**AIM OF THE TASK**:
From the entries below, gather each line containing the word "ffffff".

**PROVIDED DATA**:
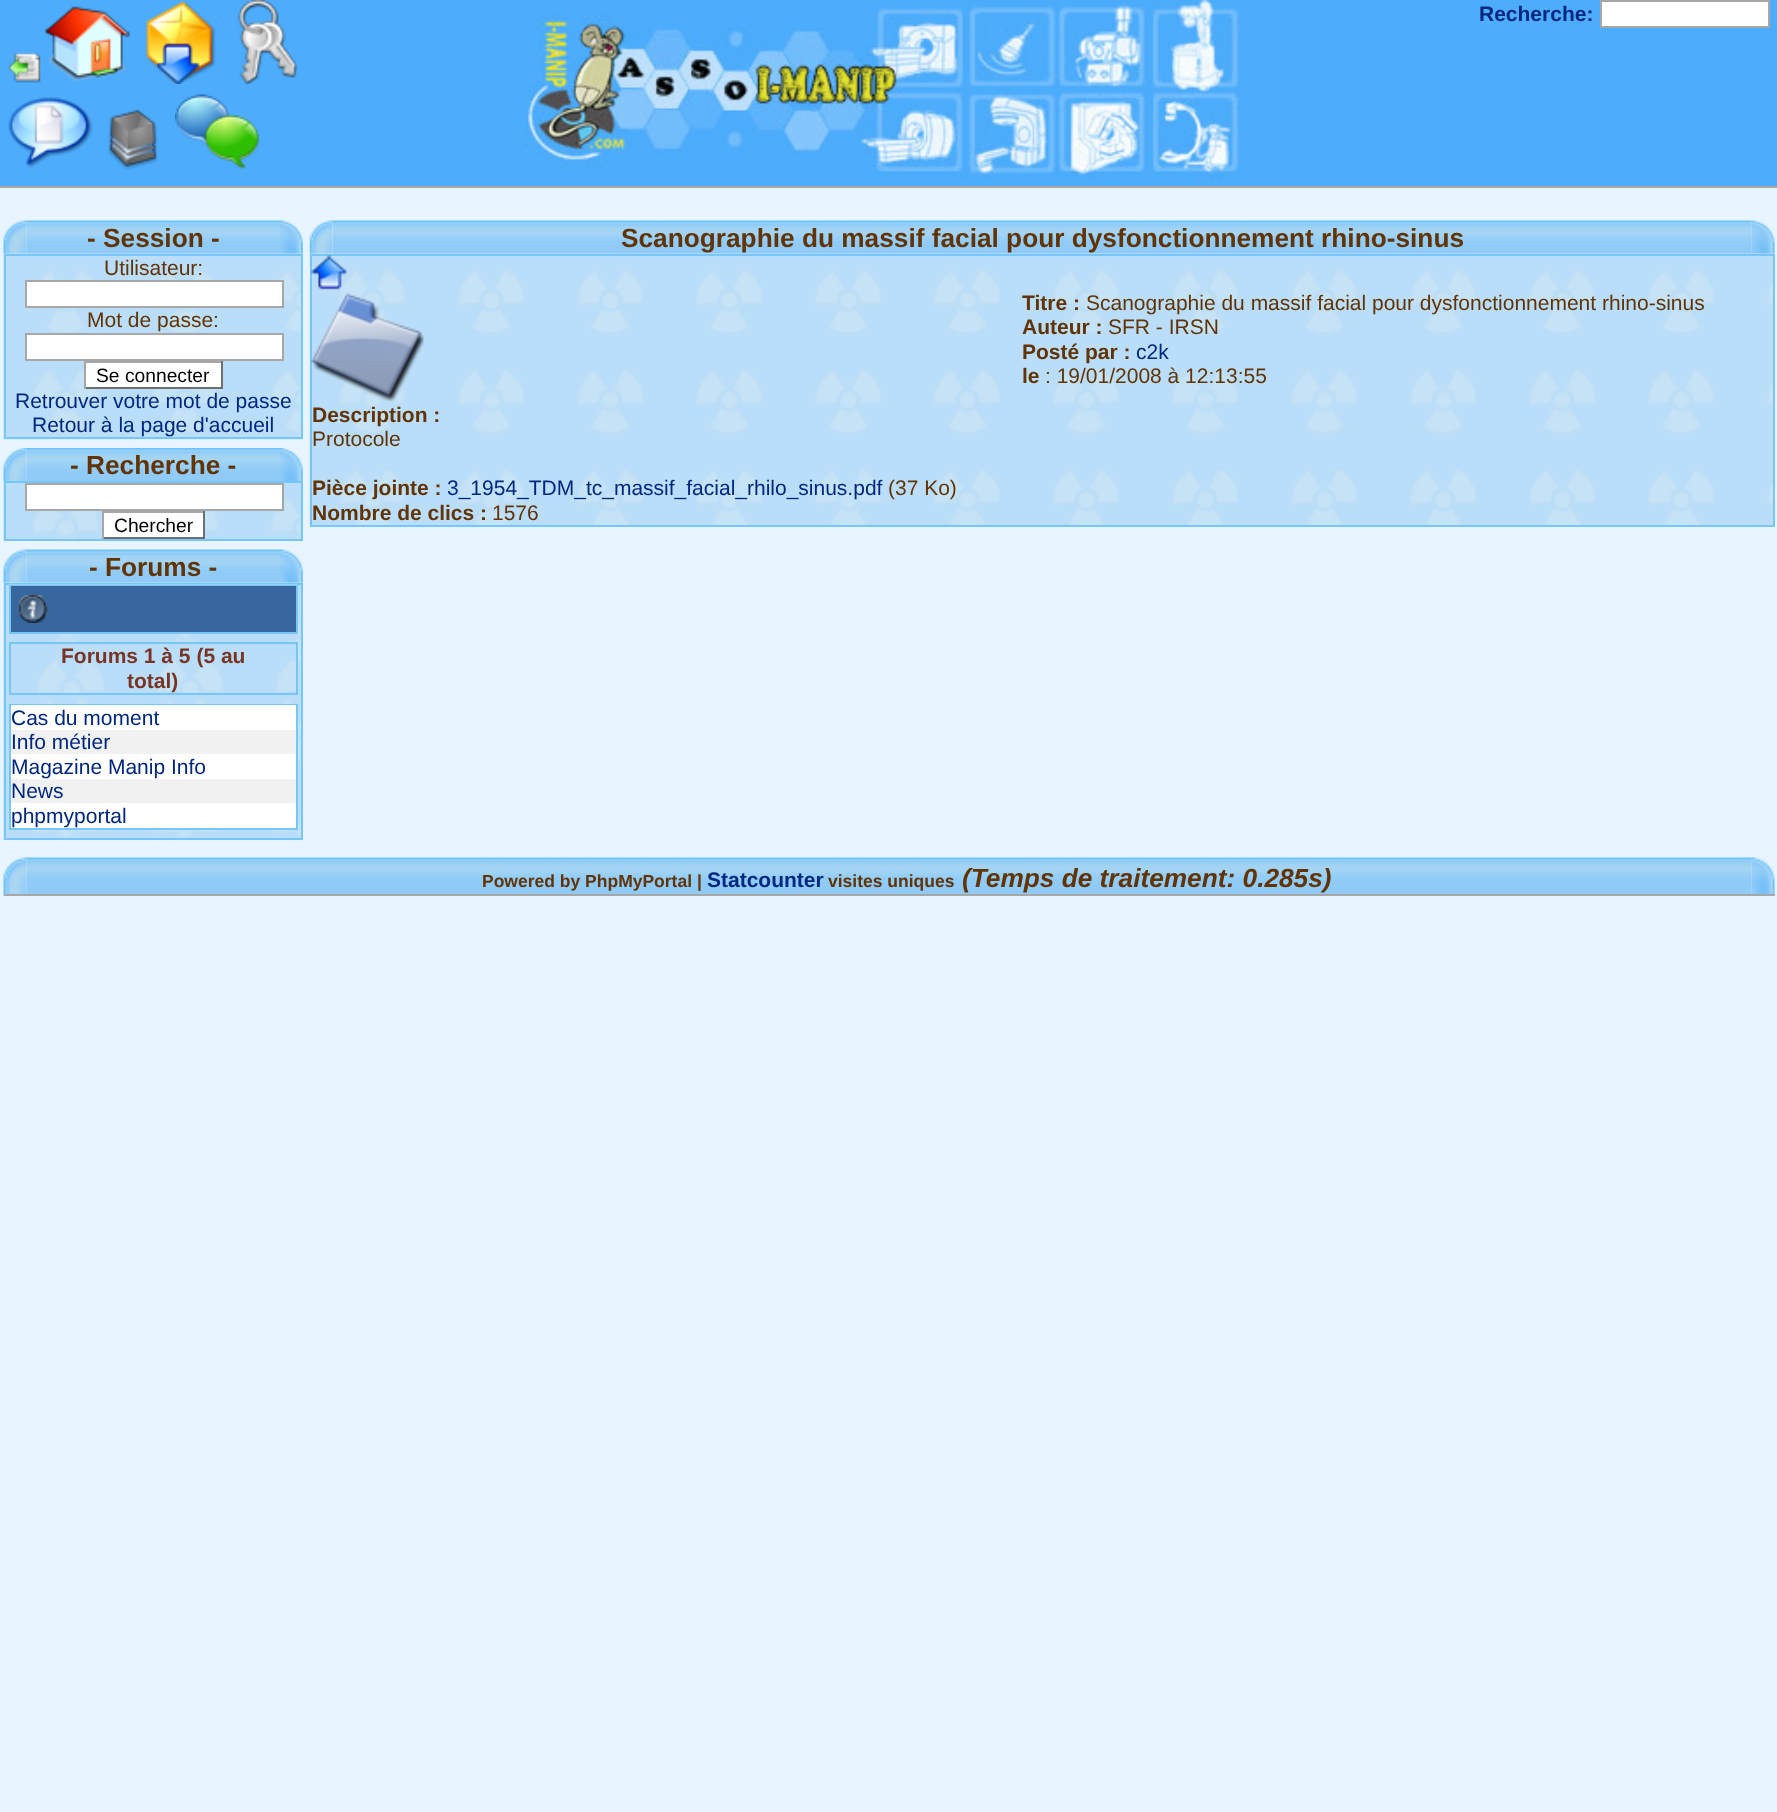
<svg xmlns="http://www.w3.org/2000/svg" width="1777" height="1812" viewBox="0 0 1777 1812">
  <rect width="100%" height="100%" fill="#e8f4ff"/>
  <rect x="0" y="0" width="1777" height="186" fill="#4dacfc"/>
  <image x="525" y="0" width="714" height="182" href="img1.png"/>
  <rect x="0" y="186" width="1777" height="2" fill="#a7a7a7"/>
  <image x="8" y="52" width="33" height="31" href="img2.png"/>
  <image x="45" y="6" width="85" height="76" href="img3.png"/>
  <image x="146" y="1" width="70" height="83" href="img4.png"/>
  <image x="237" y="0" width="61" height="84" href="img5.png"/>
  <image x="8" y="97" width="85" height="71" href="img6.png"/>
  <image x="108" y="109" width="50" height="61" href="img7.png"/>
  <image x="175" y="94" width="84" height="75" href="img8.png"/>
  <text x="1479" y="21" font-family="Liberation Sans" font-size="21" font-weight="bold" fill="#002780">Recherche:</text>
  <rect x="1602" y="2" width="166" height="24" fill="#ffffff"/>
  <rect x="1600" y="0" width="169" height="2" fill="#a7a7a7"/>
  <rect x="1768" y="0" width="2" height="28" fill="#a7a7a7"/>
  <rect x="1600" y="26" width="169" height="2" fill="#a7a7a7"/>
  <rect x="1600" y="0" width="2" height="28" fill="#a7a7a7"/>
  <image x="3" y="220" width="24" height="34" href="img9.png"/>
  <image x="26" y="220" width="254" height="34" href="img10.png"/>
  <text x="87" y="247" font-family="Liberation Sans" font-size="26.25" font-weight="bold" fill="#623304">- Session -</text>
  <image x="280" y="220" width="23" height="34" href="img11.png"/>
  <image x="3" y="253" width="300" height="187" href="img12.png"/>
  <rect x="5" y="255" width="297" height="183" fill="none" stroke="#76c7f9" stroke-width="2"/>
  <text x="104" y="275" font-family="Liberation Sans" font-size="21" fill="#623304">Utilisateur:</text>
  <rect x="27" y="282" width="255" height="24" fill="#ffffff"/>
  <rect x="25" y="280" width="259" height="2" fill="#a7a7a7"/>
  <rect x="282" y="280" width="2" height="28" fill="#a7a7a7"/>
  <rect x="25" y="306" width="259" height="2" fill="#a7a7a7"/>
  <rect x="25" y="280" width="2" height="28" fill="#a7a7a7"/>
  <text x="87" y="327" font-family="Liberation Sans" font-size="21" fill="#623304">Mot de passe:</text>
  <rect x="27" y="335" width="255" height="24" fill="#ffffff"/>
  <rect x="25" y="333" width="259" height="2" fill="#a7a7a7"/>
  <rect x="282" y="333" width="2" height="28" fill="#a7a7a7"/>
  <rect x="25" y="359" width="259" height="2" fill="#a7a7a7"/>
  <rect x="25" y="333" width="2" height="28" fill="#a7a7a7"/>
  <rect x="86" y="363" width="135" height="24" fill="#ffffff"/>
  <rect x="84" y="361" width="138" height="2" fill="#a7a7a7"/>
  <rect x="221" y="361" width="2" height="28" fill="#6f6f6f"/>
  <rect x="84" y="387" width="138" height="2" fill="#6f6f6f"/>
  <rect x="84" y="361" width="2" height="28" fill="#a7a7a7"/>
  <text x="96" y="382" font-family="Liberation Sans" font-size="19.25" fill="#000000">Se connecter</text>
  <text x="15" y="408" font-family="Liberation Sans" font-size="21" fill="#002780">Retrouver votre mot de passe</text>
  <text x="32" y="432" font-family="Liberation Sans" font-size="21" fill="#002780">Retour à la page d'accueil</text>
  <image x="3" y="448" width="24" height="34" href="img13.png"/>
  <image x="26" y="448" width="254" height="33" href="img14.png"/>
  <text x="70" y="474" font-family="Liberation Sans" font-size="26.25" font-weight="bold" fill="#623304">- Recherche -</text>
  <image x="280" y="448" width="23" height="33" href="img15.png"/>
  <image x="3" y="481" width="298" height="60" href="img16.png"/>
  <rect x="5" y="482" width="297" height="58" fill="none" stroke="#76c7f9" stroke-width="2"/>
  <rect x="27" y="485" width="255" height="24" fill="#ffffff"/>
  <rect x="25" y="483" width="259" height="2" fill="#a7a7a7"/>
  <rect x="282" y="483" width="2" height="28" fill="#a7a7a7"/>
  <rect x="25" y="509" width="259" height="2" fill="#a7a7a7"/>
  <rect x="25" y="483" width="2" height="28" fill="#a7a7a7"/>
  <rect x="104" y="513" width="99" height="24" fill="#ffffff"/>
  <rect x="102" y="511" width="103" height="2" fill="#a7a7a7"/>
  <rect x="203" y="511" width="2" height="28" fill="#6f6f6f"/>
  <rect x="102" y="537" width="103" height="2" fill="#6f6f6f"/>
  <rect x="102" y="511" width="2" height="28" fill="#a7a7a7"/>
  <text x="114" y="532" font-family="Liberation Sans" font-size="19.25" fill="#000000">Chercher</text>
  <image x="3" y="549" width="24" height="34" href="img17.png"/>
  <image x="26" y="549" width="254" height="34" href="img18.png"/>
  <text x="89" y="576" font-family="Liberation Sans" font-size="26.25" font-weight="bold" fill="#623304">- Forums -</text>
  <image x="280" y="549" width="23" height="34" href="img19.png"/>
  <image x="3" y="582" width="300" height="258" href="img20.png"/>
  <rect x="5" y="584" width="297" height="255" fill="none" stroke="#76c7f9" stroke-width="2"/>
  <image x="8" y="584" width="290" height="50" href="img21.png"/>
  <rect x="10" y="586" width="287" height="47" fill="none" stroke="#76c7f9" stroke-width="2"/>
  <rect x="11" y="586" width="285" height="46" fill="#38679f"/>
  <image x="19" y="595" width="29" height="28" href="img22.png"/>
  <rect x="47" y="644" width="249" height="18" fill="#badef9"/>
  <image x="38" y="658" width="258" height="35" href="img23.png"/>
  <rect x="10" y="643" width="287" height="51" fill="none" stroke="#76c7f9" stroke-width="2"/>
  <text x="61" y="663" font-family="Liberation Sans" font-size="21" font-weight="bold" fill="#783524">Forums 1 à 5 (5 au</text>
  <text x="127" y="688" font-family="Liberation Sans" font-size="21" font-weight="bold" fill="#783524">total)</text>
  <image x="38" y="703" width="260" height="1" href="img24.png"/>
  <rect x="10" y="705" width="287" height="124" fill="none" stroke="#76c7f9" stroke-width="2"/>
  <rect x="11" y="705" width="285" height="25" fill="#ffffff"/>
  <text x="11" y="725" font-family="Liberation Sans" font-size="21" fill="#002780">Cas du moment</text>
  <rect x="11" y="730" width="285" height="24" fill="#f1f1f1"/>
  <text x="11" y="749" font-family="Liberation Sans" font-size="21" fill="#002780">Info métier</text>
  <rect x="11" y="754" width="285" height="25" fill="#ffffff"/>
  <text x="11" y="774" font-family="Liberation Sans" font-size="21" fill="#002780">Magazine Manip Info</text>
  <rect x="11" y="779" width="285" height="24" fill="#f1f1f1"/>
  <text x="11" y="798" font-family="Liberation Sans" font-size="21" fill="#002780">News</text>
  <rect x="11" y="803" width="285" height="25" fill="#ffffff"/>
  <text x="11" y="823" font-family="Liberation Sans" font-size="21" fill="#002780">phpmyportal</text>
  <image x="309" y="220" width="24" height="34" href="img25.png"/>
  <image x="332" y="220" width="1420" height="34" href="img26.png"/>
  <text x="621" y="247" font-family="Liberation Sans" font-size="26.25" font-weight="bold" fill="#623304">Scanographie du massif facial pour dysfonctionnement rhino-sinus</text>
  <image x="1751" y="220" width="24" height="34" href="img27.png"/>
  <image x="309" y="253" width="1466" height="274" href="img28.png"/>
  <rect x="311" y="255" width="1463" height="271" fill="none" stroke="#76c7f9" stroke-width="2"/>
  <image x="311" y="255" width="36" height="35" href="img29.png"/>
  <image x="311" y="293" width="113" height="109" href="img30.png"/>
  <text x="1022" y="310" font-family="Liberation Sans" font-size="21" font-weight="bold" fill="#623304">Titre :</text>
  <text x="1086" y="310" font-family="Liberation Sans" font-size="21" fill="#623304">Scanographie du massif facial pour dysfonctionnement rhino-sinus</text>
  <text x="1022" y="334" font-family="Liberation Sans" font-size="21" font-weight="bold" fill="#623304">Auteur :</text>
  <text x="1108" y="334" font-family="Liberation Sans" font-size="21" fill="#623304">SFR - IRSN</text>
  <text x="1022" y="359" font-family="Liberation Sans" font-size="21" font-weight="bold" fill="#623304">Posté par :</text>
  <text x="1136" y="359" font-family="Liberation Sans" font-size="21" fill="#002780">c2k</text>
  <text x="1022" y="383" font-family="Liberation Sans" font-size="21" font-weight="bold" fill="#623304">le</text>
  <text x="1045" y="383" font-family="Liberation Sans" font-size="21" fill="#623304">: 19/01/2008 à 12:13:55</text>
  <text x="312" y="422" font-family="Liberation Sans" font-size="21" font-weight="bold" fill="#623304">Description :</text>
  <text x="312" y="446" font-family="Liberation Sans" font-size="21" fill="#623304">Protocole</text>
  <text x="312" y="495" font-family="Liberation Sans" font-size="21" font-weight="bold" fill="#623304">Pièce jointe :</text>
  <text x="447" y="495" font-family="Liberation Sans" font-size="21" fill="#002780">3_1954_TDM_tc_massif_facial_rhilo_sinus.pdf</text>
  <text x="888" y="495" font-family="Liberation Sans" font-size="21" fill="#623304">(37 Ko)</text>
  <text x="312" y="520" font-family="Liberation Sans" font-size="21" font-weight="bold" fill="#623304">Nombre de clics :</text>
  <text x="492" y="520" font-family="Liberation Sans" font-size="21" fill="#623304">1576</text>
  <image x="3" y="857" width="24" height="39" href="img31.png"/>
  <rect x="4" y="894" width="1771" height="2" fill="#a7a7a7"/>
  <image x="26" y="857" width="1726" height="37" href="img32.png"/>
  <text x="482" y="887" font-family="Liberation Sans" font-size="17.5" font-weight="bold" fill="#623304">Powered by PhpMyPortal |</text>
  <text x="707" y="887" font-family="Liberation Sans" font-size="21" font-weight="bold" fill="#002780">Statcounter</text>
  <text x="828" y="887" font-family="Liberation Sans" font-size="17.5" font-weight="bold" fill="#623304">visites uniques</text>
  <text x="962" y="887" font-family="Liberation Sans" font-size="26.25" font-weight="bold" font-style="italic" fill="#623304">(Temps de traitement: 0.285s)</text>
  <image x="1751" y="857" width="24" height="37" href="img33.png"/>
</svg>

**TASK OUTPUT**:
  <rect x="1602" y="2" width="166" height="24" fill="#ffffff"/>
  <rect x="27" y="282" width="255" height="24" fill="#ffffff"/>
  <rect x="27" y="335" width="255" height="24" fill="#ffffff"/>
  <rect x="86" y="363" width="135" height="24" fill="#ffffff"/>
  <rect x="27" y="485" width="255" height="24" fill="#ffffff"/>
  <rect x="104" y="513" width="99" height="24" fill="#ffffff"/>
  <rect x="11" y="705" width="285" height="25" fill="#ffffff"/>
  <rect x="11" y="754" width="285" height="25" fill="#ffffff"/>
  <rect x="11" y="803" width="285" height="25" fill="#ffffff"/>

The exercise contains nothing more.